Faeser fordert bessere Vergaberichtlinien am Bau

Verteuerte und fehlende Baumaterialien, Fachkräftemangel – das sind die aktuellen Herausforderungen für das Baugewerbe. Dabei drängen sich weitere Probleme immer mehr in den Vordergrund: Illegale Arbeit, Dumpingpreise und schwarze Schafe unter den Baufirmen.

Nancy Faeser bekommt beim Besuch auf einer Baustelle in Bad Vilbel einiges zu hören. Ungewohnt einstimmig kritisieren Bauunternehmen und Gewerkschaften einen zunehmend unlauteren Preiskampf in der Baubranche: Immer mehr Firmen würden auf Subunternehmen zurückgreifen, die sich nicht an Tarife hielten. Die Folge: Schwarzarbeit und Bauarbeiter aus dem Ausland, die unter widrigsten Bedingungen untergebracht würden. Das werde auch bei öffentlichen Bauaufträgen auf der Suche nach dem günstigsten Angebot übersehen.
Thomas Reimann, Verband Bau-Unternehmen Hessen
„Da hat der Auftraggeber kein Interesse daran, einem tariftreuen Unternehmen dann den Auftrag zu erteilen. Der sagt schlicht und ergreifend zu mir: ‚Du bist zu teuer! Gib noch mal zehn oder 15 Prozent nach, dann kriegst du den Auftrag‘ – kann ich aber nicht. Dann kann ich meine Leute nicht mehr bezahlen.“
Hans-Joachim Rosenbaum, Regionalleiter IG BAU Hessen
„Unsere Betriebe, die ordentlich sind, die gute Arbeitsbedingungen bieten, die Menschen halbwegs ordentlich bezahlen oder nach Tarifvertrag bezahlen, oder manchmal sogar noch etwas mehr – die haben keine Chance mehr, einen Auftrag zu bekommen.“
Jüngste Zollkontrollen auf Baustellen würden nur die Spitze des Eisbergs zeigen: In Mittel- und Nordhessen wurden Ende April knapp 40 Bauarbeiter wegen fehlender Aufenthaltsgenehmigungen festgenommen. Auf Hessens größter Wohnungsbaustelle in Frankfurt war von über 200 Kontrollierten jeder Sechste nicht bei der Sozialversicherung gemeldet.

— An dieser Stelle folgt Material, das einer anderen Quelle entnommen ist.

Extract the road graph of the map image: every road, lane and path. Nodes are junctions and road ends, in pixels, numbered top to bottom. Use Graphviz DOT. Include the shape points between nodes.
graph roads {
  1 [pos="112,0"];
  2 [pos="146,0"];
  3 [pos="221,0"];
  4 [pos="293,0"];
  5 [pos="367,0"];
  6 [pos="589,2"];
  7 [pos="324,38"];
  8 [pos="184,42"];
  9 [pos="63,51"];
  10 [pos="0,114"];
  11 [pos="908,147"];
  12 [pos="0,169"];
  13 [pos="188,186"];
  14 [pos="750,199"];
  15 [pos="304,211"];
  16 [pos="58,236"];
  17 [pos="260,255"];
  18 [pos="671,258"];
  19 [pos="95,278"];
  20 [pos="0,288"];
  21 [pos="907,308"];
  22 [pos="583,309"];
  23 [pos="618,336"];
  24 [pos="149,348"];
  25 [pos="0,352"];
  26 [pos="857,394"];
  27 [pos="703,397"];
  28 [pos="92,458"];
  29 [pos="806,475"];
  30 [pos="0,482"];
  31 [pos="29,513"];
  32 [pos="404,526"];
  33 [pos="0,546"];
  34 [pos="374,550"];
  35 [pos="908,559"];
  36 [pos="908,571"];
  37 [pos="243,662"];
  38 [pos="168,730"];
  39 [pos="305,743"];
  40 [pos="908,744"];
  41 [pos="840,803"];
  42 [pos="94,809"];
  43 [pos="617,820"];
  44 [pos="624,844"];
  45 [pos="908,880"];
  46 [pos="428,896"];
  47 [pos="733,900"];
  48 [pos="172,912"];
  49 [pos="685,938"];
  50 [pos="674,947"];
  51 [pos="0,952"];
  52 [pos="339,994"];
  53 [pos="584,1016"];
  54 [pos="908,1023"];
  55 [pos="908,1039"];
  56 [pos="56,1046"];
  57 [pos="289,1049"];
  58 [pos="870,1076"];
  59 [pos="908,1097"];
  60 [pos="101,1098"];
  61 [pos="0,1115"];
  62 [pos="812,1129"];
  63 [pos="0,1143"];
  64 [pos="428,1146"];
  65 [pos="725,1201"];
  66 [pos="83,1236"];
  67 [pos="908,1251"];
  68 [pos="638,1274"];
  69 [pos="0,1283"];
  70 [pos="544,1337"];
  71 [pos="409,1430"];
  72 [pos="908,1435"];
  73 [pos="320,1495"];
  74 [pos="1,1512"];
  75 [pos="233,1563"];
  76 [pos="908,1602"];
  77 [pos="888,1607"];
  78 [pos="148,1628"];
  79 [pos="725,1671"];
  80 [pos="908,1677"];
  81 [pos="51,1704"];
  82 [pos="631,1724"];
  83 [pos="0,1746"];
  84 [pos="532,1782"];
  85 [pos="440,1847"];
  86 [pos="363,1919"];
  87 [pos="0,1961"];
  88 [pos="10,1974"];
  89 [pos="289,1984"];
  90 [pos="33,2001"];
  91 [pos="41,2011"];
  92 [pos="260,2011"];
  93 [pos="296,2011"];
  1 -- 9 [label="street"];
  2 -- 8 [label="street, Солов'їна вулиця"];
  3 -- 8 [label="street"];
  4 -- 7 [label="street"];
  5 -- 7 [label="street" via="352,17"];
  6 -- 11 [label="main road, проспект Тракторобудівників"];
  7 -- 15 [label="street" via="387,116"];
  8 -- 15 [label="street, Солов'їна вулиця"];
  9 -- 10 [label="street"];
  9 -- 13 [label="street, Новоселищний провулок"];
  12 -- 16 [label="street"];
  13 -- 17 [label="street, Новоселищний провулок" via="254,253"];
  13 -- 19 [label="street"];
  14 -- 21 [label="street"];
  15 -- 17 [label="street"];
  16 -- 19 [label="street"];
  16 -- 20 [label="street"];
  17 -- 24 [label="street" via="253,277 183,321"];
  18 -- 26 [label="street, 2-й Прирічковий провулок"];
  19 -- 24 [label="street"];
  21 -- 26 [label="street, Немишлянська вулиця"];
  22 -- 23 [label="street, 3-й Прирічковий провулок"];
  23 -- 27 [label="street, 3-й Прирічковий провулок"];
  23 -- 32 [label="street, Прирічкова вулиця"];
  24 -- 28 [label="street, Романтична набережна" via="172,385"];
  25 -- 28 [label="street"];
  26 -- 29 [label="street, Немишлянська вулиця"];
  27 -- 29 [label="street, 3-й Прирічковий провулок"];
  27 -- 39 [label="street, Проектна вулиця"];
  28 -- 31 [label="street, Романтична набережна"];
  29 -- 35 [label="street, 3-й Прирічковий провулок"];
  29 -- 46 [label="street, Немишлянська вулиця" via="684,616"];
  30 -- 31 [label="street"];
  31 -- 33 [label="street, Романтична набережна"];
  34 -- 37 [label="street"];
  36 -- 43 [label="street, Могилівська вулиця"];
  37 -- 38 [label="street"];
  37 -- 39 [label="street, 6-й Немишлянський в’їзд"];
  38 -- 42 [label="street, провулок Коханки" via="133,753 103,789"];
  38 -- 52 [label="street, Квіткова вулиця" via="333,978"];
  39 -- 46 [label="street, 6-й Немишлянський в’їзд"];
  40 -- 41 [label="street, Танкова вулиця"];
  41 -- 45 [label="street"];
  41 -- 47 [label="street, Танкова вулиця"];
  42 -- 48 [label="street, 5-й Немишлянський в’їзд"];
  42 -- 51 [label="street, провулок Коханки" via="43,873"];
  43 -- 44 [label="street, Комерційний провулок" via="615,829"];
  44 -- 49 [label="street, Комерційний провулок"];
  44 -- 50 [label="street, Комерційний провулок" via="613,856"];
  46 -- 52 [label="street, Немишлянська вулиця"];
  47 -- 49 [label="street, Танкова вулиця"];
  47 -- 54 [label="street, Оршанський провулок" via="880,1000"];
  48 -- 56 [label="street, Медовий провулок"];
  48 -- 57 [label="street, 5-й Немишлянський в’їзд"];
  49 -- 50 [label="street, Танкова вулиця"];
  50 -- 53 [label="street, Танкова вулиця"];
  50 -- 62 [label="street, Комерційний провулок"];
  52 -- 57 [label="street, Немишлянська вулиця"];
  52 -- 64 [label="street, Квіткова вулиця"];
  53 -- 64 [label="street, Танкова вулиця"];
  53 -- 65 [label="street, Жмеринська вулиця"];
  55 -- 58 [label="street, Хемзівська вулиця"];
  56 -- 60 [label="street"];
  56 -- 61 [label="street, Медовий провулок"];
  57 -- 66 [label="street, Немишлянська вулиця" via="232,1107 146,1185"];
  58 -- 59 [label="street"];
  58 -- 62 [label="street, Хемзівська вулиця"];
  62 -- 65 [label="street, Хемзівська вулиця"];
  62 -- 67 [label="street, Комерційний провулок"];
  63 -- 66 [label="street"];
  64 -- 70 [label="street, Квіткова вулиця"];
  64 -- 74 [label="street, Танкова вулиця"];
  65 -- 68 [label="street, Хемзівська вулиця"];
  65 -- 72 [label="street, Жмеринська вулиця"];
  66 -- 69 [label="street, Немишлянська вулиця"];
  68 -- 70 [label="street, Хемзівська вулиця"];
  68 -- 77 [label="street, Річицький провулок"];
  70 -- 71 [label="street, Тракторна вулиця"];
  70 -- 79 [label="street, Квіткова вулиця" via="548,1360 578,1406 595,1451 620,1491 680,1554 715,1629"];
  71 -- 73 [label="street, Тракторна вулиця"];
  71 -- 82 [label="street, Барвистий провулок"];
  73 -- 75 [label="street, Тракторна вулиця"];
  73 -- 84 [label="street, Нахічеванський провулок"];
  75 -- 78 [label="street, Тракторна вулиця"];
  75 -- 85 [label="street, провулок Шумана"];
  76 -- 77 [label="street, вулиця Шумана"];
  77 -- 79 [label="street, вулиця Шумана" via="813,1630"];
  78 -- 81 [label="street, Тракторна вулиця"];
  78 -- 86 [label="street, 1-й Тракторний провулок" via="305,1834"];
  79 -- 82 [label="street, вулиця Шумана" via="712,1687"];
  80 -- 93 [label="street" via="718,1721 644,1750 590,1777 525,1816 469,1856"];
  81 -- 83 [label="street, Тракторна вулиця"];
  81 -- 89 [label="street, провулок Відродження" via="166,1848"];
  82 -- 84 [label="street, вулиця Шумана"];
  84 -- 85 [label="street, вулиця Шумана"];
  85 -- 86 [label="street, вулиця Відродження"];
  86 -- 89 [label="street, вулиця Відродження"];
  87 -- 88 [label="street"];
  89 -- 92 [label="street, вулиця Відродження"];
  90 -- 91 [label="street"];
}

Allein für das vergangene Jahr konnte das Frankfurter Hauptzollamt entgangene Steuern und Sozialabgaben von über 5 Millionen Euro aufdecken.
Auch Bundesinnenministerin und SPD-Spitzenkandidatin für die hessische Landtagswahl Nancy Faeser fordert eine strengere Vergabepraxis bei öffentlichen Aufträgen. Und eine Extra-Kontrollbehörde für Baustellen, etwa bei den Regierungspräsidien.
Nancy Faeser (SPD), Spitzenkandidatin Landtagswahl Hessen
„Die Menschen kriegen für ihre Arbeit viel zu wenig Geld, weil an Sub-Subunternehmen weiter gegeben wird. Das will ich beschränken. Und ich möchte dafür sorgen, dass es echte Tariftreuereglungen gibt, die auch immer einzuhalten sind.“
Das hessische Wirtschaftsministerium betont, beauftragte Baufirmen müssten sich zur Tarifeinhaltung verpflichten. Strafen sind im hessischen Vergabegesetz allerdings nicht vorgesehen. Gewerkschaften und Bauunternehmerverband sind sich einig, dass Schwarzarbeit im öffentlichen Bau keine Chance gegeben werden dürfe.